> [EXERCISE PROMPT]: Search the material for the string "Mile" and copy each line where it occurs.

> [SUPPLIED DATA]:

'''

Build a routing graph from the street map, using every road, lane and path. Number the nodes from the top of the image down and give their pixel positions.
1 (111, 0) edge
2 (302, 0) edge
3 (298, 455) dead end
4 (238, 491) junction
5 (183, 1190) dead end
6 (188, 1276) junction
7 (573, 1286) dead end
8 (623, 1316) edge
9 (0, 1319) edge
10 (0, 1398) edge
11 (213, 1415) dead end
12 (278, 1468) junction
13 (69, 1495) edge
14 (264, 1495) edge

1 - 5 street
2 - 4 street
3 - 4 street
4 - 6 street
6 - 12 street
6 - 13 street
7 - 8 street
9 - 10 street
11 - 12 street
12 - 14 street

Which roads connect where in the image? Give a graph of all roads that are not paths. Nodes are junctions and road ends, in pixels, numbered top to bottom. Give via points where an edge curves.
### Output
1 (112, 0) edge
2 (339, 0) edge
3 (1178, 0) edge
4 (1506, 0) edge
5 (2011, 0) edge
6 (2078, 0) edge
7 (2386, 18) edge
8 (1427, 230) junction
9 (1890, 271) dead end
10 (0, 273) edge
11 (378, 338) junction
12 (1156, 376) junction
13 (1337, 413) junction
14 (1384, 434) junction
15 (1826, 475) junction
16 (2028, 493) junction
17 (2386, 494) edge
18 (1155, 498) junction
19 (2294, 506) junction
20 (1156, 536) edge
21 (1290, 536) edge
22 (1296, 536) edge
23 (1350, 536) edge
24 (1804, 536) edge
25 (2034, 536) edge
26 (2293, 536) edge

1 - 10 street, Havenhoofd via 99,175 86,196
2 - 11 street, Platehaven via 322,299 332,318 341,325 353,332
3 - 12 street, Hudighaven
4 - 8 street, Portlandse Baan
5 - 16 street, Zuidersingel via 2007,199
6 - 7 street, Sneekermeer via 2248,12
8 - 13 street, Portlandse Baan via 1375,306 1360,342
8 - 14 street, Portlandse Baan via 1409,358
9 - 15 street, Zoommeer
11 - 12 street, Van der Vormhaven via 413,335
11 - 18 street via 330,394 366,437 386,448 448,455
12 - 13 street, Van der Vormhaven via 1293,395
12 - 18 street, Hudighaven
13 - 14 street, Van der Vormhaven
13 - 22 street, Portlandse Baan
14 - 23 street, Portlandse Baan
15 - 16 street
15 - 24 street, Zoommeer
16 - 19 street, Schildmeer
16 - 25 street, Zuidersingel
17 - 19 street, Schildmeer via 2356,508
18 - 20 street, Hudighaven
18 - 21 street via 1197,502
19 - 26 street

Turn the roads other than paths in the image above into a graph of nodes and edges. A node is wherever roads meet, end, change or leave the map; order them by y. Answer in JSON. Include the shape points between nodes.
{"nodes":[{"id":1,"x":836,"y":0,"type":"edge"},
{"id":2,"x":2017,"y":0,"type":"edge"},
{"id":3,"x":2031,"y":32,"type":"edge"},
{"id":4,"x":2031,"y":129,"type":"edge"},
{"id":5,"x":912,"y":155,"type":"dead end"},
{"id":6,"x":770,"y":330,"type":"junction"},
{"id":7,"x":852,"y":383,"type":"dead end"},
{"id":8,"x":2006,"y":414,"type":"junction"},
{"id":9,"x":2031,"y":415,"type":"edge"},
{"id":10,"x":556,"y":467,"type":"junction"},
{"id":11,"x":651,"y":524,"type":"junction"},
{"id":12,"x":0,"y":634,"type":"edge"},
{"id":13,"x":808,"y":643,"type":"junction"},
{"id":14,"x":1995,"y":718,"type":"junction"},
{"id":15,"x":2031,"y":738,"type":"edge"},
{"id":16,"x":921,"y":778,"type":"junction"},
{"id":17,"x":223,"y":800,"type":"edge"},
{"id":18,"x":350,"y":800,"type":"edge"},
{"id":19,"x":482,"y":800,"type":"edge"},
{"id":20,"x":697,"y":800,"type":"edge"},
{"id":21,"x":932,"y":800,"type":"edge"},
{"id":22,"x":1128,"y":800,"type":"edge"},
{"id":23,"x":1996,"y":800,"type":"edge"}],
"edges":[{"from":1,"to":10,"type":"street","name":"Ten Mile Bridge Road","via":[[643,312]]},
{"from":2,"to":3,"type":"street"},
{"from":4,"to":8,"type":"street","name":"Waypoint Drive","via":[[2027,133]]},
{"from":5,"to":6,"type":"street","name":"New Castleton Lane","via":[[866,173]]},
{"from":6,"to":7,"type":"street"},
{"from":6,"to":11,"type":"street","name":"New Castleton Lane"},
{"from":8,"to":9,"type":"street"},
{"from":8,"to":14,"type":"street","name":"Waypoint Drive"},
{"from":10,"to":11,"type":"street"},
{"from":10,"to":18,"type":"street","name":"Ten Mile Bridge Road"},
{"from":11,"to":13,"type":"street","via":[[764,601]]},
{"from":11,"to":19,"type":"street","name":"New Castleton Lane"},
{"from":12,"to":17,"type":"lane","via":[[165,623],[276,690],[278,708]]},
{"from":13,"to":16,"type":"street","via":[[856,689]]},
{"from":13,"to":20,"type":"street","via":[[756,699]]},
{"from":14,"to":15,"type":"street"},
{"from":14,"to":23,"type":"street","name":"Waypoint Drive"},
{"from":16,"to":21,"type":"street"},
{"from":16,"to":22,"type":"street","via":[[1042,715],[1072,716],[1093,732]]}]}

'''

> [EXERCISE RESULT]:
"edges":[{"from":1,"to":10,"type":"street","name":"Ten Mile Bridge Road","via":[[643,312]]},
{"from":10,"to":18,"type":"street","name":"Ten Mile Bridge Road"},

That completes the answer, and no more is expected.